[[ PROVIDED RECORDS open ]]

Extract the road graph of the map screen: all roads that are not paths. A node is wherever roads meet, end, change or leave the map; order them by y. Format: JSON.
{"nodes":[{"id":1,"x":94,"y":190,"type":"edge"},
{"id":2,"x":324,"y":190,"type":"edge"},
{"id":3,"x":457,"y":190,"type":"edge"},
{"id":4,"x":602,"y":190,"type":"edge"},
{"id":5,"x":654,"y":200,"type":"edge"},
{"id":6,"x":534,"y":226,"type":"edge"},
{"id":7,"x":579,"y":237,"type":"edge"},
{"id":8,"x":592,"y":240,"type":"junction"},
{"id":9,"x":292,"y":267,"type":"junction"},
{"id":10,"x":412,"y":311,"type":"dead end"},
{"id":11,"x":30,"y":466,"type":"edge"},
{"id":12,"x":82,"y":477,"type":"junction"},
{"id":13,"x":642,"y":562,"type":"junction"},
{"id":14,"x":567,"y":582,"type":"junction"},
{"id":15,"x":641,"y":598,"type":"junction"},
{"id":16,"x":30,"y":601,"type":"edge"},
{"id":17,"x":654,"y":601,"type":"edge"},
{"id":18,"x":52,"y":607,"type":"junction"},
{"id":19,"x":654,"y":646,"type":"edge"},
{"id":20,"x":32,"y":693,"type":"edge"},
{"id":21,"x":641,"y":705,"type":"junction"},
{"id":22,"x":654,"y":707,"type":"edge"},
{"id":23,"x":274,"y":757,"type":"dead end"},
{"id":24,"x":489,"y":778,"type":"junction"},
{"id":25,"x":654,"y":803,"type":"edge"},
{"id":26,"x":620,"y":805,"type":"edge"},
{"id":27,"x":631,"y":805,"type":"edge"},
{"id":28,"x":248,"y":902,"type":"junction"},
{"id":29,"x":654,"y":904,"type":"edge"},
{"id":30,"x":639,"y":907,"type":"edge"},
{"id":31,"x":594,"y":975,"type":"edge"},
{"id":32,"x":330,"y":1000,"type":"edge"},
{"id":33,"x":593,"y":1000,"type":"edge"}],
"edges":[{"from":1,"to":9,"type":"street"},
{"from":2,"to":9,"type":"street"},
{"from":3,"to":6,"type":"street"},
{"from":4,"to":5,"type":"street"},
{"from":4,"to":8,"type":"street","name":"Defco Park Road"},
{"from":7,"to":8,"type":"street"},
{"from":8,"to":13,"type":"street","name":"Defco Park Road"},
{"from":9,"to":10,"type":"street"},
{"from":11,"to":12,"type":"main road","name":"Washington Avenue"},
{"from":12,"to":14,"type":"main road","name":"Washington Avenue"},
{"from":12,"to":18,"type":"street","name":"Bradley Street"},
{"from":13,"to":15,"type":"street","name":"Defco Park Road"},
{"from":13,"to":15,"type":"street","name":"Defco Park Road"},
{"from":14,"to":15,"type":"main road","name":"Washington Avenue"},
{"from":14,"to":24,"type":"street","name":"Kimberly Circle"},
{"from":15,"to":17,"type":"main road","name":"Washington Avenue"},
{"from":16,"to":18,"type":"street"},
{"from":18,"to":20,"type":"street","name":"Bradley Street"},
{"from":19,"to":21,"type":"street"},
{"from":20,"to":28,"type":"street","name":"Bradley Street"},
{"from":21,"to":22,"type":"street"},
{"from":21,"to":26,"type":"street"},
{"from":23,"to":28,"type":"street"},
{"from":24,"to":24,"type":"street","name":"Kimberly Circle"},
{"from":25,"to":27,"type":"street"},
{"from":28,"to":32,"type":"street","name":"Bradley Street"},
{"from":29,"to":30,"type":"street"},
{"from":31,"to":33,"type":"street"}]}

[[ PROVIDED RECORDS closed ]]

**THE TASK**
Could you give every entry again, exactly as written?

**EXPECTED ANSWER**
Extract the road graph of the map screen: all roads that are not paths. A node is wherever roads meet, end, change or leave the map; order them by y. Format: JSON.
{"nodes":[{"id":1,"x":94,"y":190,"type":"edge"},
{"id":2,"x":324,"y":190,"type":"edge"},
{"id":3,"x":457,"y":190,"type":"edge"},
{"id":4,"x":602,"y":190,"type":"edge"},
{"id":5,"x":654,"y":200,"type":"edge"},
{"id":6,"x":534,"y":226,"type":"edge"},
{"id":7,"x":579,"y":237,"type":"edge"},
{"id":8,"x":592,"y":240,"type":"junction"},
{"id":9,"x":292,"y":267,"type":"junction"},
{"id":10,"x":412,"y":311,"type":"dead end"},
{"id":11,"x":30,"y":466,"type":"edge"},
{"id":12,"x":82,"y":477,"type":"junction"},
{"id":13,"x":642,"y":562,"type":"junction"},
{"id":14,"x":567,"y":582,"type":"junction"},
{"id":15,"x":641,"y":598,"type":"junction"},
{"id":16,"x":30,"y":601,"type":"edge"},
{"id":17,"x":654,"y":601,"type":"edge"},
{"id":18,"x":52,"y":607,"type":"junction"},
{"id":19,"x":654,"y":646,"type":"edge"},
{"id":20,"x":32,"y":693,"type":"edge"},
{"id":21,"x":641,"y":705,"type":"junction"},
{"id":22,"x":654,"y":707,"type":"edge"},
{"id":23,"x":274,"y":757,"type":"dead end"},
{"id":24,"x":489,"y":778,"type":"junction"},
{"id":25,"x":654,"y":803,"type":"edge"},
{"id":26,"x":620,"y":805,"type":"edge"},
{"id":27,"x":631,"y":805,"type":"edge"},
{"id":28,"x":248,"y":902,"type":"junction"},
{"id":29,"x":654,"y":904,"type":"edge"},
{"id":30,"x":639,"y":907,"type":"edge"},
{"id":31,"x":594,"y":975,"type":"edge"},
{"id":32,"x":330,"y":1000,"type":"edge"},
{"id":33,"x":593,"y":1000,"type":"edge"}],
"edges":[{"from":1,"to":9,"type":"street"},
{"from":2,"to":9,"type":"street"},
{"from":3,"to":6,"type":"street"},
{"from":4,"to":5,"type":"street"},
{"from":4,"to":8,"type":"street","name":"Defco Park Road"},
{"from":7,"to":8,"type":"street"},
{"from":8,"to":13,"type":"street","name":"Defco Park Road"},
{"from":9,"to":10,"type":"street"},
{"from":11,"to":12,"type":"main road","name":"Washington Avenue"},
{"from":12,"to":14,"type":"main road","name":"Washington Avenue"},
{"from":12,"to":18,"type":"street","name":"Bradley Street"},
{"from":13,"to":15,"type":"street","name":"Defco Park Road"},
{"from":13,"to":15,"type":"street","name":"Defco Park Road"},
{"from":14,"to":15,"type":"main road","name":"Washington Avenue"},
{"from":14,"to":24,"type":"street","name":"Kimberly Circle"},
{"from":15,"to":17,"type":"main road","name":"Washington Avenue"},
{"from":16,"to":18,"type":"street"},
{"from":18,"to":20,"type":"street","name":"Bradley Street"},
{"from":19,"to":21,"type":"street"},
{"from":20,"to":28,"type":"street","name":"Bradley Street"},
{"from":21,"to":22,"type":"street"},
{"from":21,"to":26,"type":"street"},
{"from":23,"to":28,"type":"street"},
{"from":24,"to":24,"type":"street","name":"Kimberly Circle"},
{"from":25,"to":27,"type":"street"},
{"from":28,"to":32,"type":"street","name":"Bradley Street"},
{"from":29,"to":30,"type":"street"},
{"from":31,"to":33,"type":"street"}]}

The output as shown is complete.